WORK ITEM:
Could you transcribe all of the data exactly and skip any pictures?

PROVIDED ENTRIES:

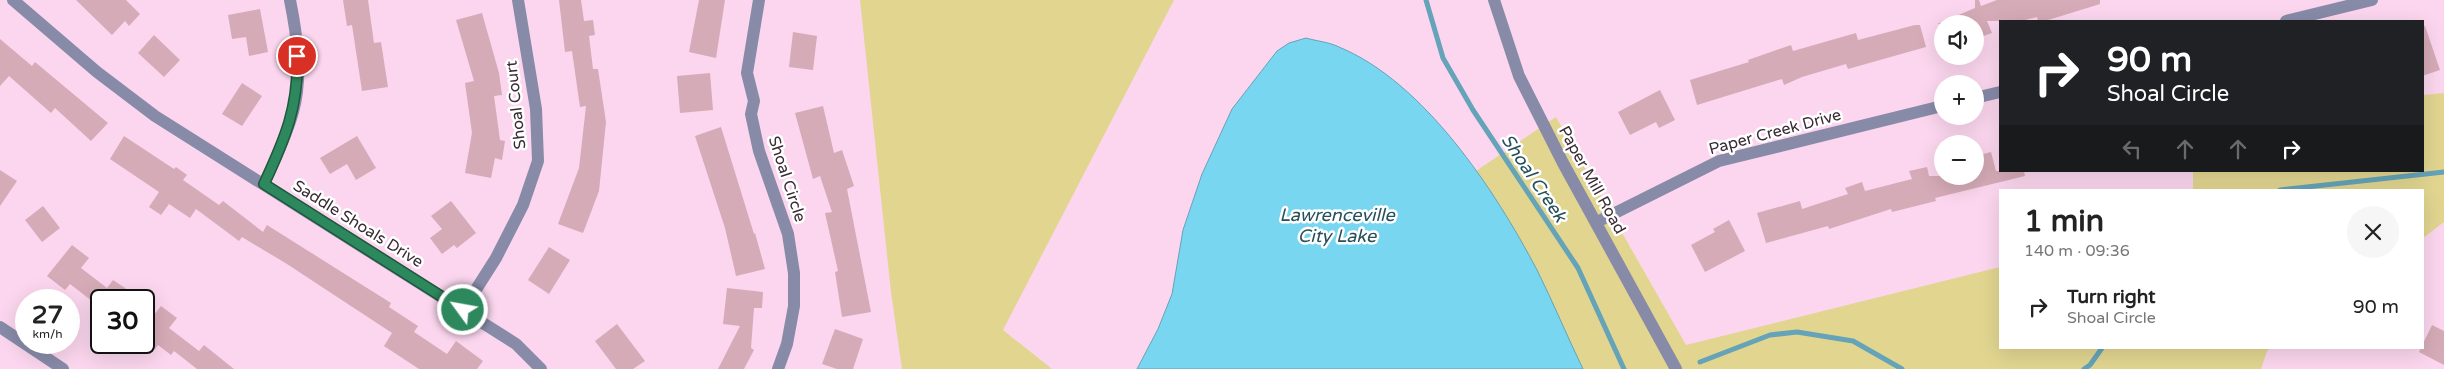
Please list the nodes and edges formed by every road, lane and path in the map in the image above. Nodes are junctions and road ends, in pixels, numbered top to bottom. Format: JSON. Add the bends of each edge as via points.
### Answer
{"nodes":[{"id":1,"x":13,"y":0,"type":"edge"},
{"id":2,"x":290,"y":0,"type":"edge"},
{"id":3,"x":518,"y":0,"type":"edge"},
{"id":4,"x":759,"y":0,"type":"edge"},
{"id":5,"x":1494,"y":0,"type":"edge"},
{"id":6,"x":2372,"y":0,"type":"edge"},
{"id":7,"x":2290,"y":20,"type":"edge"},
{"id":8,"x":1999,"y":92,"type":"edge"},
{"id":9,"x":1984,"y":96,"type":"edge"},
{"id":10,"x":1934,"y":108,"type":"edge"},
{"id":11,"x":264,"y":184,"type":"junction"},
{"id":12,"x":1597,"y":222,"type":"junction"},
{"id":13,"x":463,"y":310,"type":"junction"},
{"id":14,"x":0,"y":327,"type":"edge"},
{"id":15,"x":63,"y":369,"type":"edge"},
{"id":16,"x":541,"y":369,"type":"edge"},
{"id":17,"x":778,"y":369,"type":"edge"},
{"id":18,"x":1676,"y":369,"type":"edge"}],
"edges":[{"from":1,"to":11,"type":"street","name":"Saddle Shoals Drive","via":[[152,114]]},
{"from":2,"to":11,"type":"street","via":[[298,70],[294,110]]},
{"from":3,"to":13,"type":"street","name":"Shoal Court","via":[[536,109],[538,161],[523,205],[496,258]]},
{"from":4,"to":17,"type":"street","name":"Shoal Circle","via":[[747,74],[754,101],[751,114],[759,151],[788,234],[794,273],[794,306],[787,344]]},
{"from":5,"to":12,"type":"street","name":"Paper Mill Road","via":[[1519,76]]},
{"from":6,"to":7,"type":"street"},
{"from":8,"to":9,"type":"street"},
{"from":10,"to":12,"type":"street","name":"Paper Creek Drive","via":[[1719,161]]},
{"from":11,"to":13,"type":"street","name":"Saddle Shoals Drive"},
{"from":12,"to":18,"type":"street","name":"Paper Mill Road"},
{"from":13,"to":16,"type":"street","name":"Saddle Shoals Drive","via":[[516,344]]},
{"from":14,"to":15,"type":"street"}]}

TASK RESPONSE:
Please list the nodes and edges formed by every road, lane and path in the map in the image above. Nodes are junctions and road ends, in pixels, numbered top to bottom. Format: JSON. Add the bends of each edge as via points.
### Answer
{"nodes":[{"id":1,"x":13,"y":0,"type":"edge"},
{"id":2,"x":290,"y":0,"type":"edge"},
{"id":3,"x":518,"y":0,"type":"edge"},
{"id":4,"x":759,"y":0,"type":"edge"},
{"id":5,"x":1494,"y":0,"type":"edge"},
{"id":6,"x":2372,"y":0,"type":"edge"},
{"id":7,"x":2290,"y":20,"type":"edge"},
{"id":8,"x":1999,"y":92,"type":"edge"},
{"id":9,"x":1984,"y":96,"type":"edge"},
{"id":10,"x":1934,"y":108,"type":"edge"},
{"id":11,"x":264,"y":184,"type":"junction"},
{"id":12,"x":1597,"y":222,"type":"junction"},
{"id":13,"x":463,"y":310,"type":"junction"},
{"id":14,"x":0,"y":327,"type":"edge"},
{"id":15,"x":63,"y":369,"type":"edge"},
{"id":16,"x":541,"y":369,"type":"edge"},
{"id":17,"x":778,"y":369,"type":"edge"},
{"id":18,"x":1676,"y":369,"type":"edge"}],
"edges":[{"from":1,"to":11,"type":"street","name":"Saddle Shoals Drive","via":[[152,114]]},
{"from":2,"to":11,"type":"street","via":[[298,70],[294,110]]},
{"from":3,"to":13,"type":"street","name":"Shoal Court","via":[[536,109],[538,161],[523,205],[496,258]]},
{"from":4,"to":17,"type":"street","name":"Shoal Circle","via":[[747,74],[754,101],[751,114],[759,151],[788,234],[794,273],[794,306],[787,344]]},
{"from":5,"to":12,"type":"street","name":"Paper Mill Road","via":[[1519,76]]},
{"from":6,"to":7,"type":"street"},
{"from":8,"to":9,"type":"street"},
{"from":10,"to":12,"type":"street","name":"Paper Creek Drive","via":[[1719,161]]},
{"from":11,"to":13,"type":"street","name":"Saddle Shoals Drive"},
{"from":12,"to":18,"type":"street","name":"Paper Mill Road"},
{"from":13,"to":16,"type":"street","name":"Saddle Shoals Drive","via":[[516,344]]},
{"from":14,"to":15,"type":"street"}]}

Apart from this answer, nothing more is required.